▶ _WORK TASK_
Say how many lines in the entries below mention "France", with no other words.

▶ _DATA EXCERPTS_

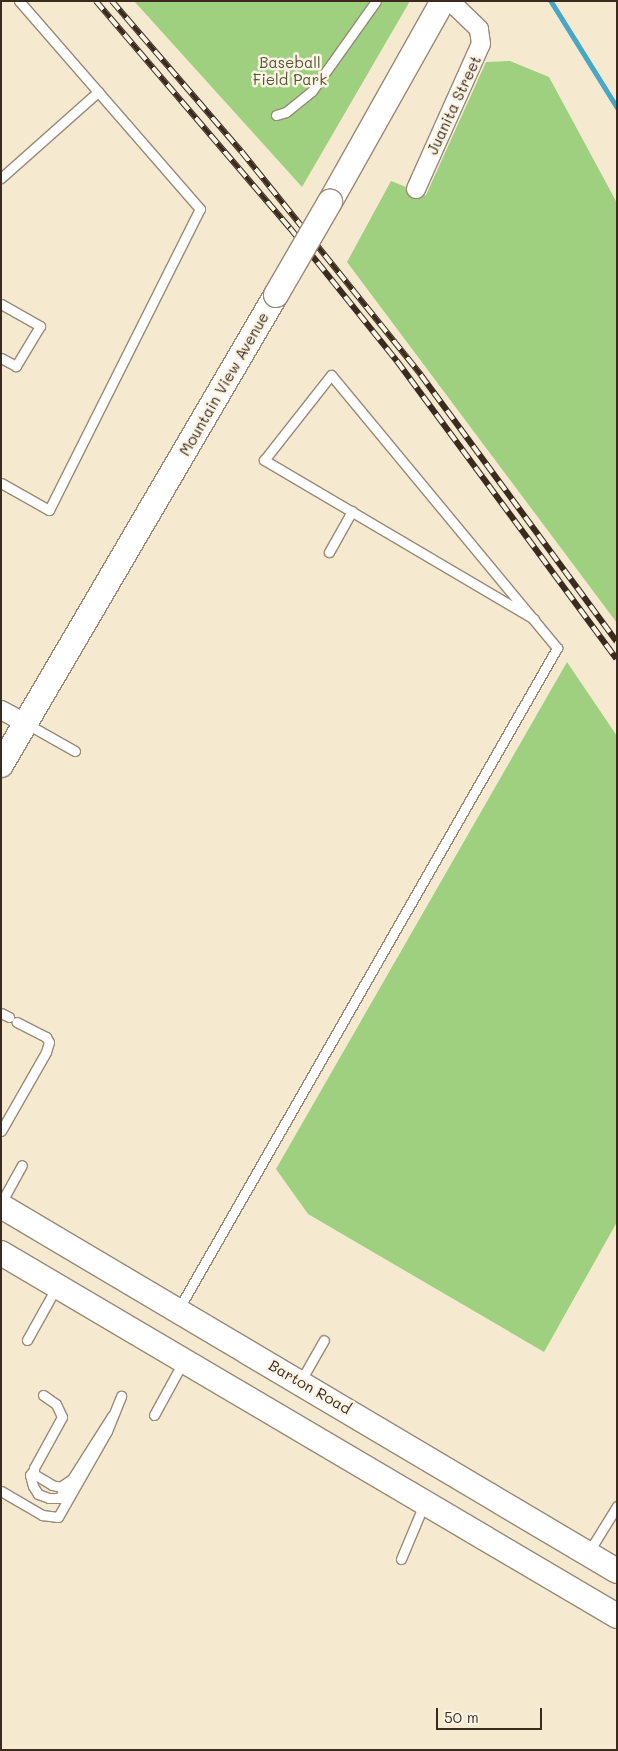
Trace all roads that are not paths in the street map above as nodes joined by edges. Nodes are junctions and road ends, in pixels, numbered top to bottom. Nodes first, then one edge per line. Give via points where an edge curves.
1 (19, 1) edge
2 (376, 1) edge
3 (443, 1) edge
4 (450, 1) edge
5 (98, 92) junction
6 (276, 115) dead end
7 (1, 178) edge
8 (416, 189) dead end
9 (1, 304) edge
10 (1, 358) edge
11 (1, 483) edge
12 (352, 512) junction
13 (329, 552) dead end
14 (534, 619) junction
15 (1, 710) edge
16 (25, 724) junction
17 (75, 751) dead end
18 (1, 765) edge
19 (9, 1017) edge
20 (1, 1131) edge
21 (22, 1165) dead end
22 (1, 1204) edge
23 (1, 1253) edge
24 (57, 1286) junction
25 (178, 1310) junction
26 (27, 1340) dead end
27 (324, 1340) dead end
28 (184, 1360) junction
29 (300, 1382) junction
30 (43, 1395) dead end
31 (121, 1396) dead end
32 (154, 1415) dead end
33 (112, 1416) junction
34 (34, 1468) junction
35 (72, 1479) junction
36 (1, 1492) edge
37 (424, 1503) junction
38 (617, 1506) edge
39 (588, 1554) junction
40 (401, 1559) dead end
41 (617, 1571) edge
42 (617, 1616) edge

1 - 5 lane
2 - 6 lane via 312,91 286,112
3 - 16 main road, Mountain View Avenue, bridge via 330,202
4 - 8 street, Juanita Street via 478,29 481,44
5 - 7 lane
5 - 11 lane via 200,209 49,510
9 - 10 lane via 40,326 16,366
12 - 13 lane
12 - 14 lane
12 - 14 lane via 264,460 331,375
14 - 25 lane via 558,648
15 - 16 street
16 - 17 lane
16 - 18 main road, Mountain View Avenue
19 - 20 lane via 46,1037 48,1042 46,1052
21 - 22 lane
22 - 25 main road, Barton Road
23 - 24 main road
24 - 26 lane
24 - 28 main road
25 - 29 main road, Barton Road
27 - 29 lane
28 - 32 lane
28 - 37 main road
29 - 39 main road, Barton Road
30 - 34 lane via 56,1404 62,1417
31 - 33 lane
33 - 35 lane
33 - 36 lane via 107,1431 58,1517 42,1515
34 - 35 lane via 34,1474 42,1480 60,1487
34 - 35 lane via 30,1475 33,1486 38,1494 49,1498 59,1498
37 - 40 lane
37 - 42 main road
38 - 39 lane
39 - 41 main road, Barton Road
* * *
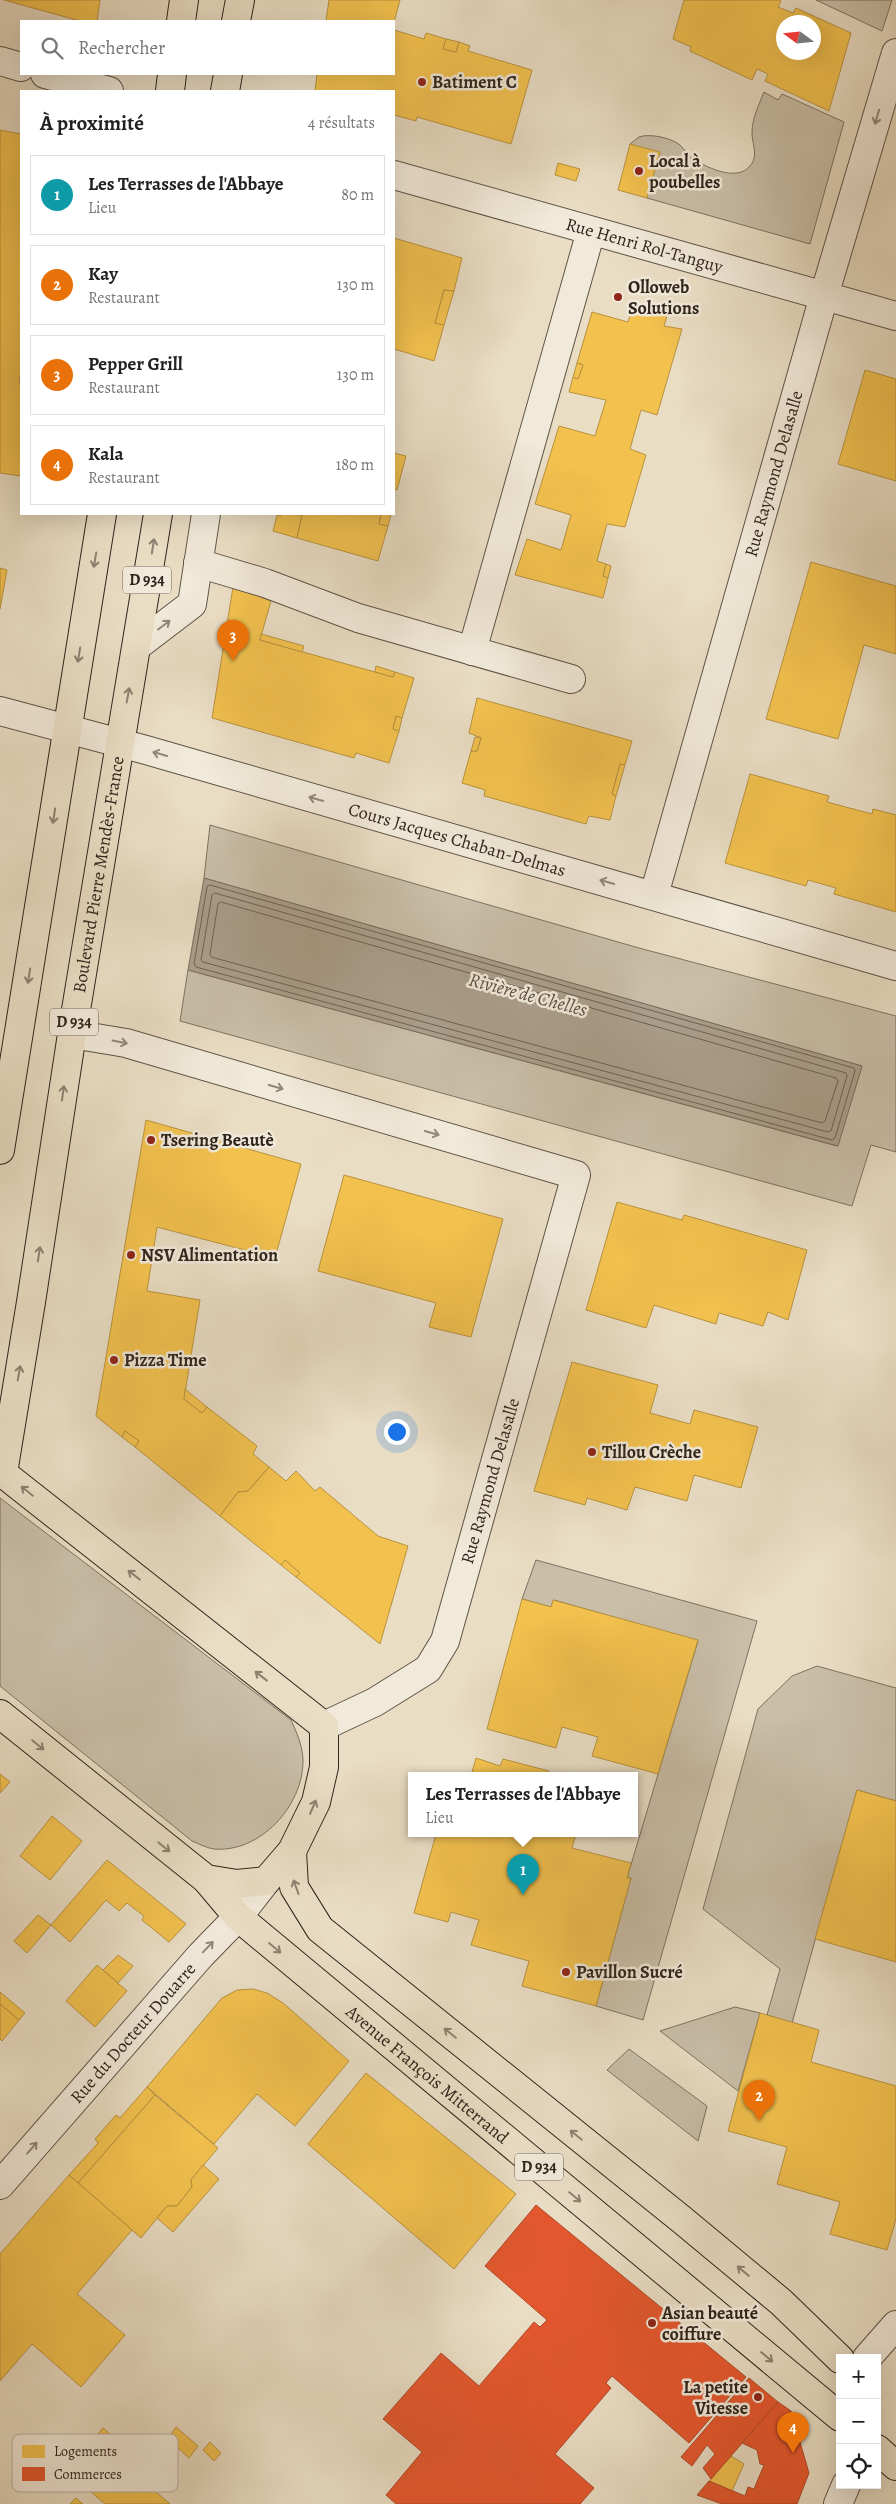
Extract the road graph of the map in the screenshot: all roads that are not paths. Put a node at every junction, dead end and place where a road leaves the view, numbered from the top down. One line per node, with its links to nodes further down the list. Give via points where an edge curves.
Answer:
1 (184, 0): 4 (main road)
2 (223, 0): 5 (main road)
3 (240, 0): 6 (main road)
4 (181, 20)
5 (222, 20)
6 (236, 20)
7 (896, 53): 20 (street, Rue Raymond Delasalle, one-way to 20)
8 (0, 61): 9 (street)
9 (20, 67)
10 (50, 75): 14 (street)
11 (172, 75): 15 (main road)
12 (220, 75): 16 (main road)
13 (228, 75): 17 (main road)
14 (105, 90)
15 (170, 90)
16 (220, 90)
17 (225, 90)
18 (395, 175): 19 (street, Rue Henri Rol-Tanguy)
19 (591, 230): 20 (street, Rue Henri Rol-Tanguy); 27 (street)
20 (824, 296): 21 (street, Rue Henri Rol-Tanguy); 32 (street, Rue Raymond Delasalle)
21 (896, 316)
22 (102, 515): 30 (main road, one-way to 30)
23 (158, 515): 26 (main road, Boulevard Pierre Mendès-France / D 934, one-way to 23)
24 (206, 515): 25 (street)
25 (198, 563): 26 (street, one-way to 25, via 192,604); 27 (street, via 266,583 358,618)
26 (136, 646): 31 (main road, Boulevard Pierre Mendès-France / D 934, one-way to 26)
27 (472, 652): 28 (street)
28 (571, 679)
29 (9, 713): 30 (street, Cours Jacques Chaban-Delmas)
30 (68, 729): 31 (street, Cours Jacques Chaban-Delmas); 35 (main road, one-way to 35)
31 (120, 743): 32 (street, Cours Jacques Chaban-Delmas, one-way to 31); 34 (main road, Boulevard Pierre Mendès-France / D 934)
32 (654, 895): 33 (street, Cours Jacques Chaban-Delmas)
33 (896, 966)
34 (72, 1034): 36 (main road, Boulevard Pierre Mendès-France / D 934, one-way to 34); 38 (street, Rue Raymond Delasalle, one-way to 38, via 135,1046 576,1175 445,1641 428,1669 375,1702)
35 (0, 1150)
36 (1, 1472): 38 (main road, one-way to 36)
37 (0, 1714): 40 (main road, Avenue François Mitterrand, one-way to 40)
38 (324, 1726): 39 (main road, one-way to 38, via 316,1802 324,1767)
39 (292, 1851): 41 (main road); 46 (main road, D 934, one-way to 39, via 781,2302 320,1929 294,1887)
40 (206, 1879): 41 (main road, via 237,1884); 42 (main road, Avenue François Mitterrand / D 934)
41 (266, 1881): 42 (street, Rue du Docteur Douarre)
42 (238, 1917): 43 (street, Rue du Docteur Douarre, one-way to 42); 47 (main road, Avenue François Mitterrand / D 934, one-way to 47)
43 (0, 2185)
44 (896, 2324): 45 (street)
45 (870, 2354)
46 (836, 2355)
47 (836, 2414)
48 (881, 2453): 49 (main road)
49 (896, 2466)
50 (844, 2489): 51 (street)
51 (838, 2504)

▶ _ANSWER TO THIS PROBLEM_
4